Saturday, January 11, 2014

Media-Whore D'Oeuvres















"What a difference a year makes in America’s national newspaper war.
As we look back at 2013 — and forward to 2014 — we see that The Wall Street Journal, an innovative leader in the digital news business, seems to have lost momentum in its titanic battle with The New York Times. 
When Rupert Murdoch bought the Journal and its parent Dow Jones six years ago, he declared that war, aiming to blur the historic line between a business newspaper and a general interest one. The declaration was pure Rupert: part real animus, part envy, part bluff, and wholly aimed at winner-take-all. Even as the deep recession wounded all publishers, Murdoch invested in the conflict, establishing The Wall Street Journal as a pioneer in news video, tablet innovation, and global growth, while also investing in old-fashioned reporting resources, launching expansions both in general news and in coverage of New York City. His moves on offense contrasted with the strategic retreats of the Times. The proud company was forced to sell its new headquarters space, take on onerous loans, and live perilously on the edge. For much of the past half decade of hand-to-hand combat, the Times appeared uneasy in its footing. Through tough times, it managed to hold together its core asset — the 1,100-or-so–strong newsroom. But for much of 2012, the eight-month search for a new CEO emphasized the Times’ double vacuum of leadership and strategy. The media’s whispering classes conjectured that the Times was taking so long to find a CEO because the choice could be the one that would make or break the Times’ ability to survive as a standalone, Sulzberger-family–directed institution. Then, enter new CEO Mark Thompson, immediately dogged by various BBC messes, as he worked to establish credibility for himself on this side of the Atlantic.
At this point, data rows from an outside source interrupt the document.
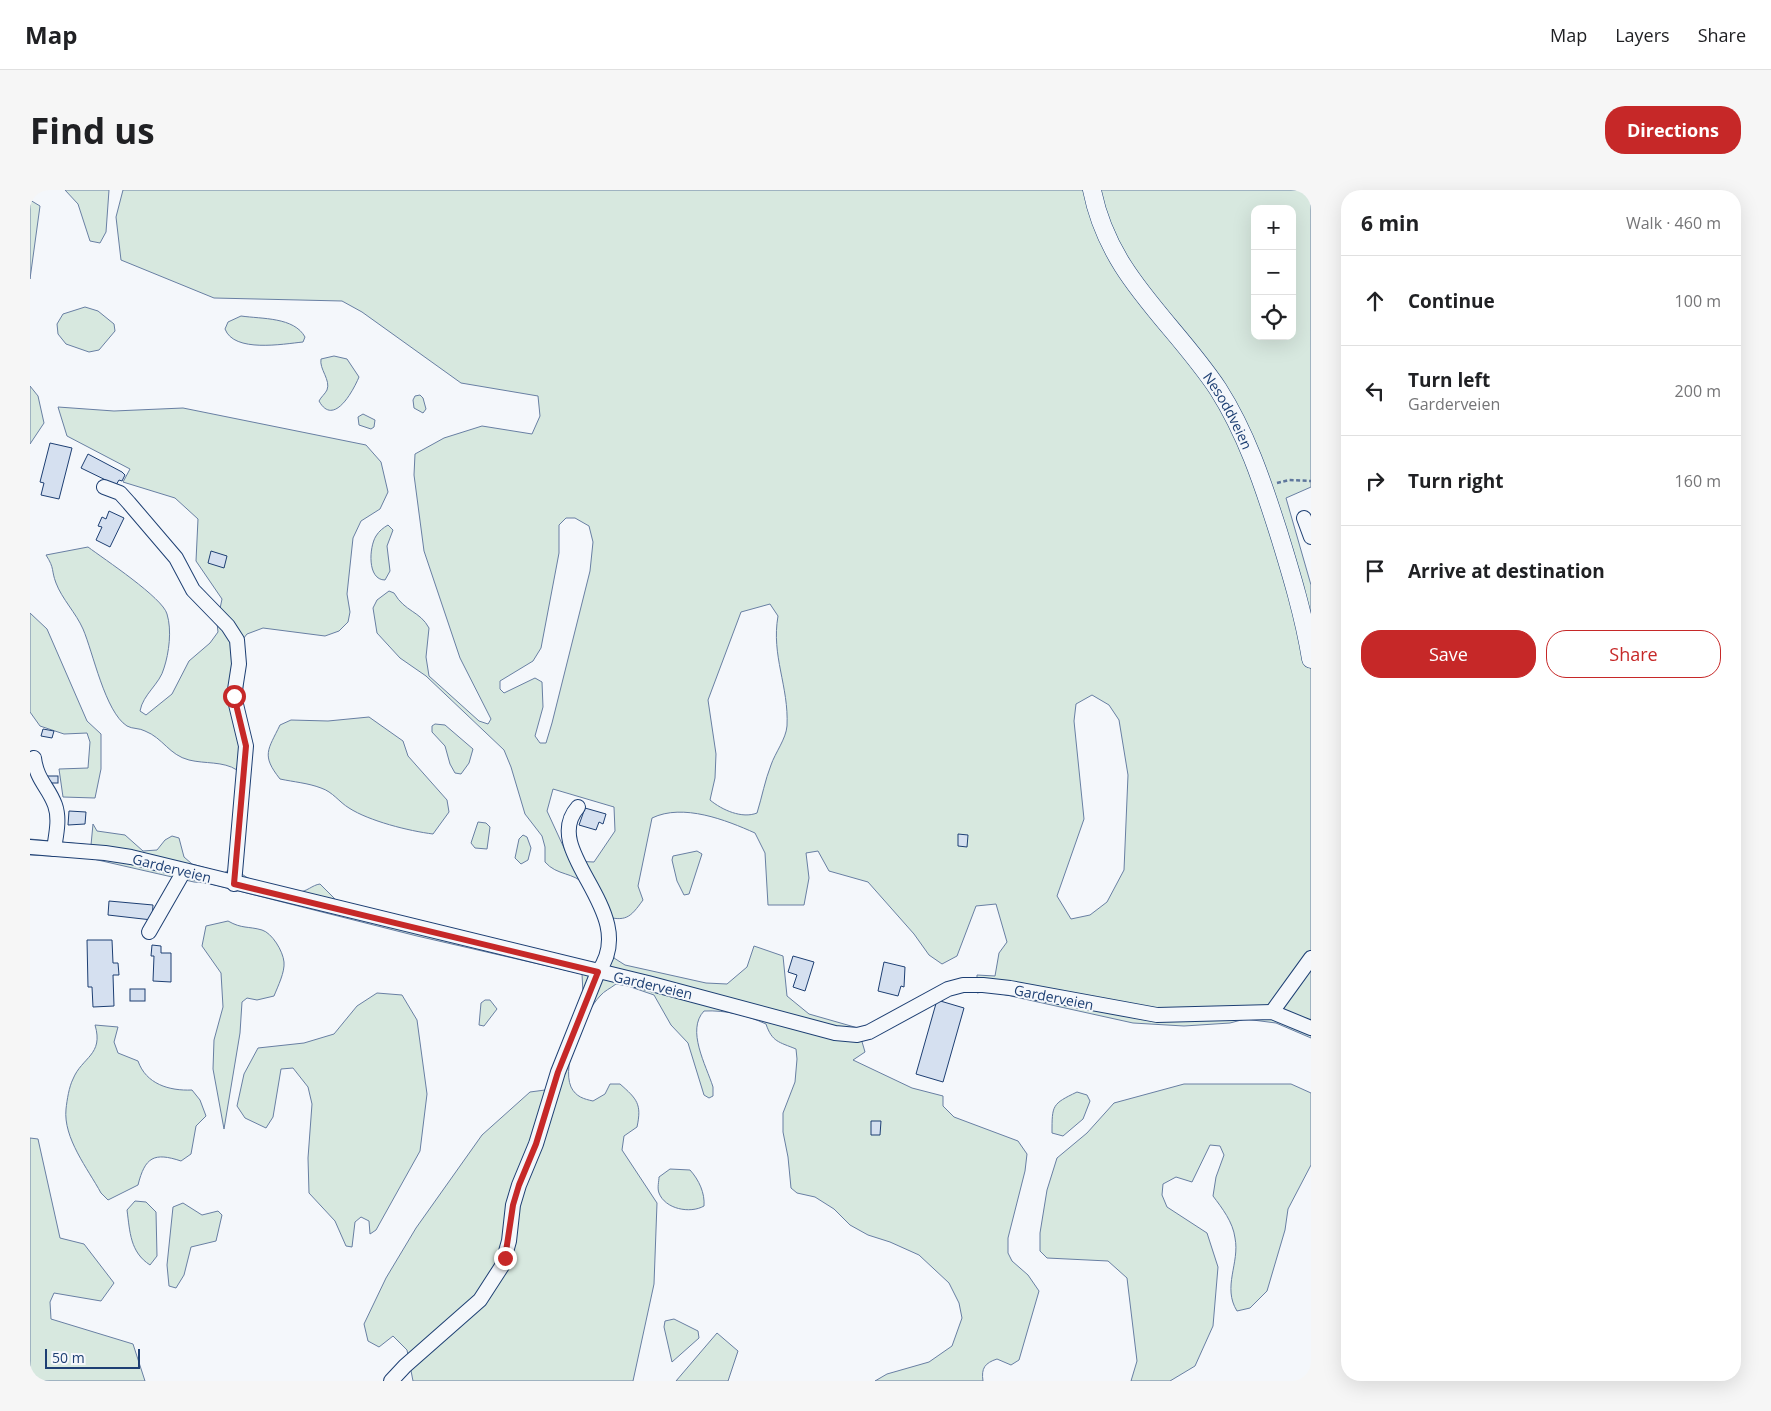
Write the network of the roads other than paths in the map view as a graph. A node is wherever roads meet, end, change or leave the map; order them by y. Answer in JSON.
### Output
{"nodes":[{"id":1,"x":1092,"y":190,"type":"edge"},
{"id":2,"x":104,"y":487,"type":"dead end"},
{"id":3,"x":1304,"y":518,"type":"dead end"},
{"id":4,"x":1311,"y":537,"type":"edge"},
{"id":5,"x":1311,"y":659,"type":"edge"},
{"id":6,"x":34,"y":758,"type":"dead end"},
{"id":7,"x":578,"y":806,"type":"dead end"},
{"id":8,"x":30,"y":847,"type":"edge"},
{"id":9,"x":54,"y":849,"type":"junction"},
{"id":10,"x":184,"y":871,"type":"junction"},
{"id":11,"x":234,"y":884,"type":"junction"},
{"id":12,"x":149,"y":932,"type":"dead end"},
{"id":13,"x":1311,"y":958,"type":"edge"},
{"id":14,"x":598,"y":972,"type":"junction"},
{"id":15,"x":1272,"y":1012,"type":"junction"},
{"id":16,"x":1311,"y":1028,"type":"edge"},
{"id":17,"x":391,"y":1381,"type":"edge"}],
"edges":[{"from":1,"to":5,"type":"main road","name":"Nesoddveien"},
{"from":2,"to":11,"type":"street"},
{"from":3,"to":4,"type":"street"},
{"from":6,"to":9,"type":"street"},
{"from":7,"to":14,"type":"street"},
{"from":8,"to":9,"type":"street","name":"Garderveien"},
{"from":9,"to":10,"type":"street","name":"Garderveien"},
{"from":10,"to":11,"type":"street","name":"Garderveien"},
{"from":10,"to":12,"type":"street"},
{"from":11,"to":14,"type":"street","name":"Garderveien"},
{"from":13,"to":15,"type":"street"},
{"from":14,"to":15,"type":"street","name":"Garderveien"},
{"from":14,"to":17,"type":"street"},
{"from":15,"to":16,"type":"street","name":"Garderveien"}]}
Today, the tables have turned a bit." (Nieman)








"French President François Hollande is denying a front page story that he’s having an affair with actress Julie Gayet, but some Parisians think he planted the story himself. The Socialist has been living for years with journalist Valérie Trierweiler. But one resident in the City of Light told me,'We’ve been hearing about this a lot in the last year or so, quiet whispers.' The French magazine Closer finally ran a seven-page photo exposé this week under the headline 'L’Amour Secret du President.' And some cheese-lovers think Hollande’s team purposefully planted the story to embarrass and rid themselves of Trierweiler. The buzz in the French capital is that Hollande has been over Trierweiler for some time and that she won’t move out. 'She likes being first lady, even if most of France doesn’t like her or approve of her as first lady. After all, she’s only his girlfriend, not his wife,' said my source.'There have been calls for her to not be allowed to travel on the government dime because they are not married.' Hollande, 59, also never married former French presidential candidate Ségolène Royal, with whom he has four children." (Richard Johnson)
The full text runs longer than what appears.